In his speech, the Scottish Secretary will also claim that the Bible gave "the Labour movement the intellectual legitimacy to challenge the old orders".
He will say: "As David said in Psalm 9, 'the Lord is a stronghold for the oppressed, a stronghold in times of trouble'."
He will also quote the words of Labour's founder, Keir Hardie, who proclaimed: "I have said both in writing and on the platform many times that the impetus which drove me first into the Labour movement, and the inspiration which has carried me on it, has been derived more from the teachings of Jesus of Nazareth than from all other sources combined."
Mr Murphy's speech will attempt to challenge the Conservatives, who have recently tried to highlight their support for family values by promising tax breaks to married couples.
"Family is the most important thing in our country," the Scottish Secretary is due to say. "We love our family more than anything else. I am convinced that, like faith, family is another force for good."
But on tax breaks for married couples, he will say: "I celebrate marriage and family life, and while it's wrong for government to financially incentivise one family type over another, I am convinced family is the glue which hold our communities and society together."
However, he will highlight, too, Labour's latest message on "fairness" as being a core religious value. In what many see as a return to "class politics", Labour figures have claimed the Tories are interested only in helping the wealthy few. That message was reinforced by Prime Minister Gordon Brown at the weekend when he unveiled Labour's slogan, "A future fair for all".

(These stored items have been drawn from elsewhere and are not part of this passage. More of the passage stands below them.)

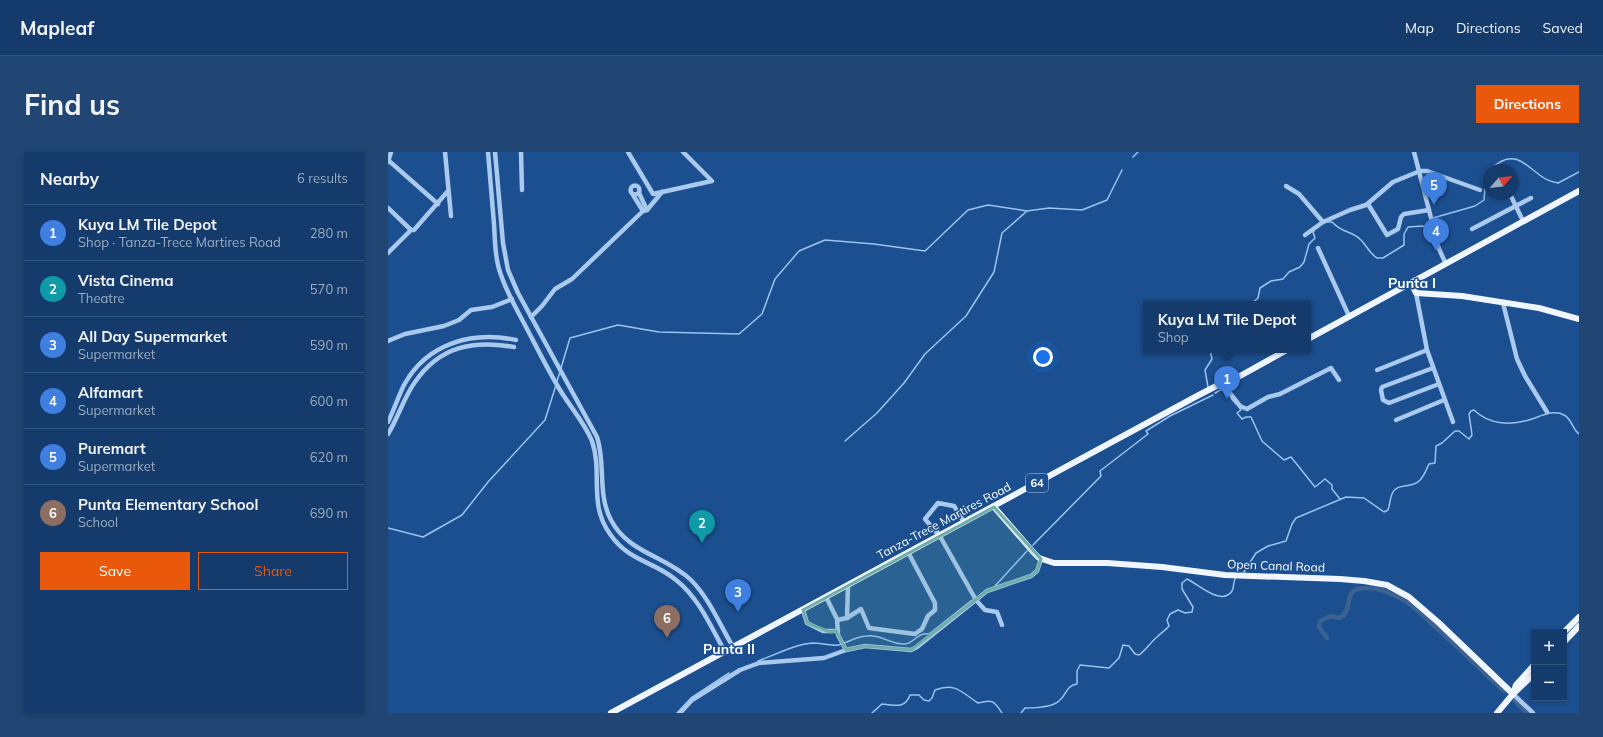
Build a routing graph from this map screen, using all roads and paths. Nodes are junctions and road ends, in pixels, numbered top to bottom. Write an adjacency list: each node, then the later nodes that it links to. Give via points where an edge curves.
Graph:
1 (391, 152): 9 (street)
2 (445, 152): 16 (street)
3 (488, 152): 39 (street, via 497,261)
4 (495, 152): 42 (street, via 501,225 508,270)
5 (521, 152): 13 (street)
6 (628, 152): 11 (street)
7 (683, 152): 18 (street, via 712,181)
8 (1414, 152): 10 (street)
9 (388, 162): 22 (street)
10 (1420, 171): 15 (street); 23 (street, via 1394,182); 26 (street)
11 (647, 184): 14 (street); 18 (street, via 653,194)
12 (1286, 186): 30 (street, via 1299,194)
13 (522, 190)
14 (639, 190): 19 (street); 19 (street, via 635,186 631,188 630,192); 27 (street)
15 (1480, 190)
16 (448, 191): 22 (street); 28 (street)
17 (1579, 191): 29 (main road)
18 (662, 192): 27 (street)
19 (633, 195): 27 (street)
20 (1531, 198): 24 (street)
21 (1512, 200): 24 (street)
22 (438, 204): 32 (street, via 414,230)
23 (1368, 204): 26 (street, via 1386,235 1398,229 1404,214); 30 (street)
24 (1515, 207): 29 (street); 31 (street)
25 (388, 208): 32 (street)
26 (1429, 210): 36 (street, via 1439,249)
27 (645, 211): 42 (street, via 572,279 555,289)
28 (451, 216)
29 (1523, 221): 36 (main road)
30 (1323, 222): 33 (street)
31 (1472, 229)
32 (411, 230): 35 (street)
33 (1305, 235)
34 (1318, 248): 41 (street)
35 (388, 253)
36 (1446, 264): 37 (main road)
37 (1411, 283): 38 (main road); 41 (main road)
38 (1416, 293): 40 (main road, via 1462,296); 48 (street)
39 (512, 299): 46 (street, via 492,308 471,310 459,320 444,326 405,334); 61 (street, via 561,392 578,414 591,439 596,458)
40 (1503, 303): 43 (main road, via 1539,308); 56 (street, via 1517,359)
41 (1349, 316): 44 (main road)
42 (531, 317): 62 (street, via 597,436 602,456)
43 (1579, 319)
44 (1311, 337)
45 (516, 340): 58 (street, via 486,336 471,338 438,350 426,359 408,380)
46 (388, 341)
47 (514, 347): 60 (street, via 489,343 472,345 453,350 439,358 414,382)
48 (1427, 350): 50 (street); 51 (street)
49 (1282, 353): 53 (main road, Tanza-Trece Martires Road / 64, via 1231,381)
50 (1433, 368): 54 (street); 54 (street, via 1382,387 1380,390 1383,400 1389,403)
51 (1377, 370)
52 (1339, 380): 53 (street, via 1331,368 1247,409 1240,406)
53 (1222, 383): 63 (main road, Tanza-Trece Martires Road / 64)
54 (1439, 384): 55 (street)
55 (1444, 400): 57 (street); 59 (street)
56 (1547, 412)
57 (1396, 420)
58 (388, 422)
59 (1453, 422)
60 (388, 434)
61 (596, 483): 62 (street); 82 (street, via 599,514 611,536 637,559 666,573 684,587 701,609)
62 (603, 483): 80 (street, via 607,511 618,531 641,551 671,566 691,580 701,592)
63 (994, 507): 64 (main road, Tanza-Trece Martires Road / 64); 67 (main road, Open Canal Road, via 1034,554)
64 (964, 522): 65 (main road, Tanza-Trece Martires Road / 64); 65 (street, via 954,506 938,503 925,519)
65 (940, 535): 66 (main road, Tanza-Trece Martires Road / 64); 70 (street)
66 (908, 552): 68 (main road, Tanza-Trece Martires Road / 64); 73 (street, via 935,603 935,610 928,616 922,629 910,634 869,628 860,609)
67 (1041, 558): 70 (street, via 1037,571 1031,576 987,591); 85 (main road, Open Canal Road, via 1054,563 1107,563 1225,575 1340,579 1387,586 1409,597)
68 (848, 585): 69 (main road, Tanza-Trece Martires Road / 64); 73 (street)
69 (826, 597): 71 (main road, Tanza-Trece Martires Road / 64); 74 (street)
70 (976, 600): 75 (street, via 988,611 997,612); 81 (street, via 917,648 911,650 864,646)
71 (802, 610): 78 (street, via 807,623 823,631); 80 (main road, Tanza-Trece Martires Road / 64)
72 (1579, 616): 77 (main road)
73 (847, 618): 74 (street)
74 (837, 620): 78 (street)
75 (1002, 625)
76 (1579, 626): 79 (main road)
77 (1567, 629)
78 (838, 630): 81 (street)
79 (1567, 639)
80 (733, 647): 82 (main road, Tanza-Trece Martires Road / 64)
81 (846, 650): 87 (street, via 824,658 759,663 740,670 692,700)
82 (725, 652): 86 (main road, Tanza-Trece Martires Road / 64)
83 (1531, 668): 85 (main road, via 1516,685)
84 (1531, 677): 85 (main road)
85 (1513, 694): 88 (main road); 89 (street, Open Canal Road)
86 (611, 713)
87 (680, 713)
88 (1497, 713)
89 (1533, 713)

Mr Murphy will tell the think tank that fairness is still important in the minds of voters, saying: "I don't buy into theories of fairness fatigue – look at the enormous public response to the Haiti earthquake – but perceptions of fairness at home are shifting."
Mr Murphy's East Renfrewshire constituency has the highest proportion of Jewish voters of any outside London. And some believe his focus on "faith" instead of Christianity is partly motivated by the fight he has with the Conservatives to hold on to his seat.

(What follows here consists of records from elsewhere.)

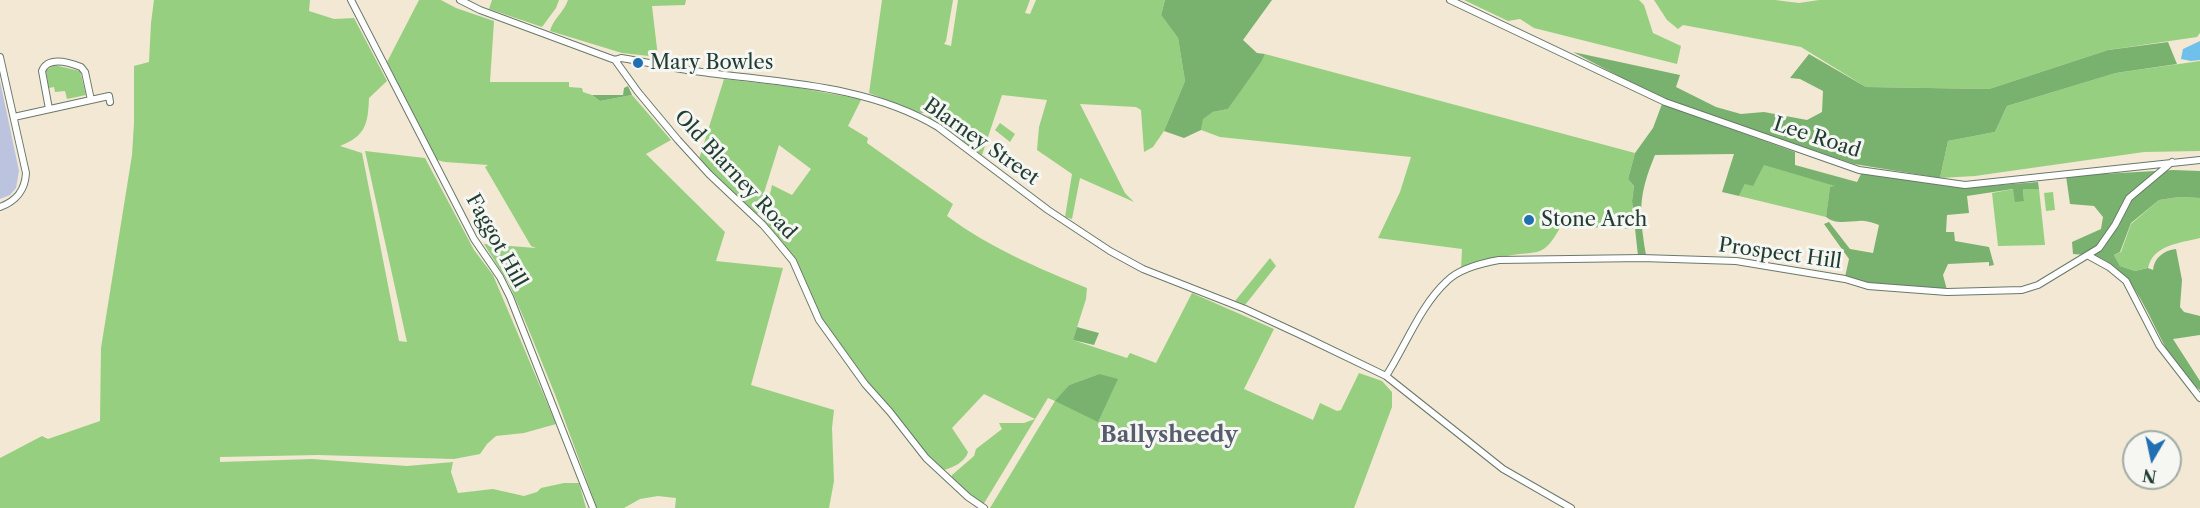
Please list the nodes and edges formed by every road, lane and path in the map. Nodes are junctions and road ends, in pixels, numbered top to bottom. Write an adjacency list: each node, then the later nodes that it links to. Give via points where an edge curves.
1 (351, 0): 16 (street, Faggot Hill, via 474,239 510,297)
2 (460, 0): 5 (street, Blarney Street)
3 (1450, 0): 11 (street, Lee Road, via 1665,102 1859,170 1965,185)
4 (0, 57): 9 (street)
5 (615, 60): 14 (street, Blarney Street, via 855,94 920,116 1110,251); 17 (street, Old Blarney Road, via 678,140 764,225 793,261 819,320 865,384 926,458)
6 (91, 100): 7 (street, via 109,96); 8 (street); 8 (street, via 81,67 52,61 42,71)
7 (110, 102)
8 (50, 109): 9 (street)
9 (14, 117): 12 (street, via 26,180 15,199)
10 (2200, 160): 11 (street, Lee Road)
11 (2172, 162): 13 (street, Prospect Hill, via 2129,198 2115,225)
12 (0, 207)
13 (2089, 256): 14 (street, Prospect Hill, via 2031,288 1953,292 1868,286 1736,261 1499,260 1448,279 1428,303); 15 (street, via 2126,281 2159,345)
14 (1386, 376): 18 (street, Blarney Street, via 1503,469)
15 (2200, 398)
16 (593, 508)
17 (984, 508)
18 (1571, 508)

However, the importance the Scottish Secretary places on the wider influence of religious voters will also be highlighted.
Finally, in an apparent broadside against the Nationalists, Mr Murphy will link patriotism and support for the UK with faith.
"I am also convinced that people, and values voters in particular, are sick of others talking down our country," he will say. "Yes, they know we have problems, but we love our country."
Last night, an SNP spokeswoman said: "People of all faiths and none support the different parties in Scotland, and that forms part of the vibrant political system we have."
Political analyst Professor John Curtice, of Strathclyde University, told The Scotsman last night that appealing to religious values could backfire.
"The Conservatives' appeal to family values has looked outdated and not been very effective," he said. "Also, if you are looking at promoting marriage and other traditional religious values, the evidence is the churches themselves have failed to do just that."
Prof Curtice added: "There is a danger that, by appealing to the religious vote, Mr Murphy could put more people off."